Assessment of replanning need in the clinic is based on weekly control CT (cCT) in which the original treatment plan is recalculated. A physician assesses whether the plan still meets constraints. If necessary, a new plan is created to recover expected underdosage.
We quantified the s of volumes receiving less than 95% of prescription dose within CTV1, CTV2 and CTV3, and the minimum doses in these volumes, in the cCTs corresponding to the replan decision time point.
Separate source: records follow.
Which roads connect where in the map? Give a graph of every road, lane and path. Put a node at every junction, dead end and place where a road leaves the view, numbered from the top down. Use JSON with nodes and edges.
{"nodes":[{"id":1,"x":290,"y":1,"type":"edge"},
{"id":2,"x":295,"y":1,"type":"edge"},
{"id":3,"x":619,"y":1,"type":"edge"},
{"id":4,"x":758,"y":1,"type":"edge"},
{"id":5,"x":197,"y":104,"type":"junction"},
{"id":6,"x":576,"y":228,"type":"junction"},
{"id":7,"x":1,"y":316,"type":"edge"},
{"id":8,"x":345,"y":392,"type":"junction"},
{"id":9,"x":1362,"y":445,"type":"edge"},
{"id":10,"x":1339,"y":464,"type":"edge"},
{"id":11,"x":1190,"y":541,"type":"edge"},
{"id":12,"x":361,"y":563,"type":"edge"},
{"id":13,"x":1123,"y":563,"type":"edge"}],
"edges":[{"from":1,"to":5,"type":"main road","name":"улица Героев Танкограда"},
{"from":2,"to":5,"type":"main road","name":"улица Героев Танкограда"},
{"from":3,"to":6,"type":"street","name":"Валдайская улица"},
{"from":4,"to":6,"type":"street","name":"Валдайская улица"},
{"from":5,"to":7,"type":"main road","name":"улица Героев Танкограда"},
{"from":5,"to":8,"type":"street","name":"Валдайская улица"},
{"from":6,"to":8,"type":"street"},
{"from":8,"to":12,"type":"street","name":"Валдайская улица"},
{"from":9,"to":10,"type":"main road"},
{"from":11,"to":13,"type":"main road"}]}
Only volumes ≥ 0.03cm3 were included, and adjacent volumes that were within a distance of 1 cm in any cardinal direction were merged as one volume.

Results

58 out of 87 patients had at least 1 replan, whereof 40 were due to expected lack of dose coverage for at least one of the CTVs. 33 out of 40 patients had 1 replan, and 7 patients had 2 replans.
Out of the total 47 replans, 16 exhibited underdosage in all three CTVs. 18/47 had lack of dose in two CTVs, 11/47 had lack of dose in one CTV and 2/47 had no lack of dose to any CTV.
Figure 1 shows the distribution of s of the largest underdosed volumes as well as the total underdosed volumes. The largest underdosed single volume for all 3 CTVs was 5.32 cm3 in CTV2. CTV3 generally had largest underdosed volumes.
Figure 2 shows the four largest underdosed volumes in the 3 CTVs for all patients, as well as minimum doses in these volumes relative to prescribed dose. The figure illustrates that CTV3 had more cold volumes than CTV2, and CTV2 had more than CTV1.



Conclusion

Two thirds of all HNC patients had a replan, and approximately two thirds of these were for dosimetric reasons. Almost half of patients replanned for dosimetric reasons had underdosage in all 3 CTVs. The largest underdosed volumes were found in CTV3, while the smallest underdosed volumes were seen in CTV1. The underdosed volumes for CTV1 and 2 were generally less than 0,5 cm3 for more than 75% of all cases. These results suggest that the applied replanning strategy was adequate and may form the basis for development of objective replanning thresholds.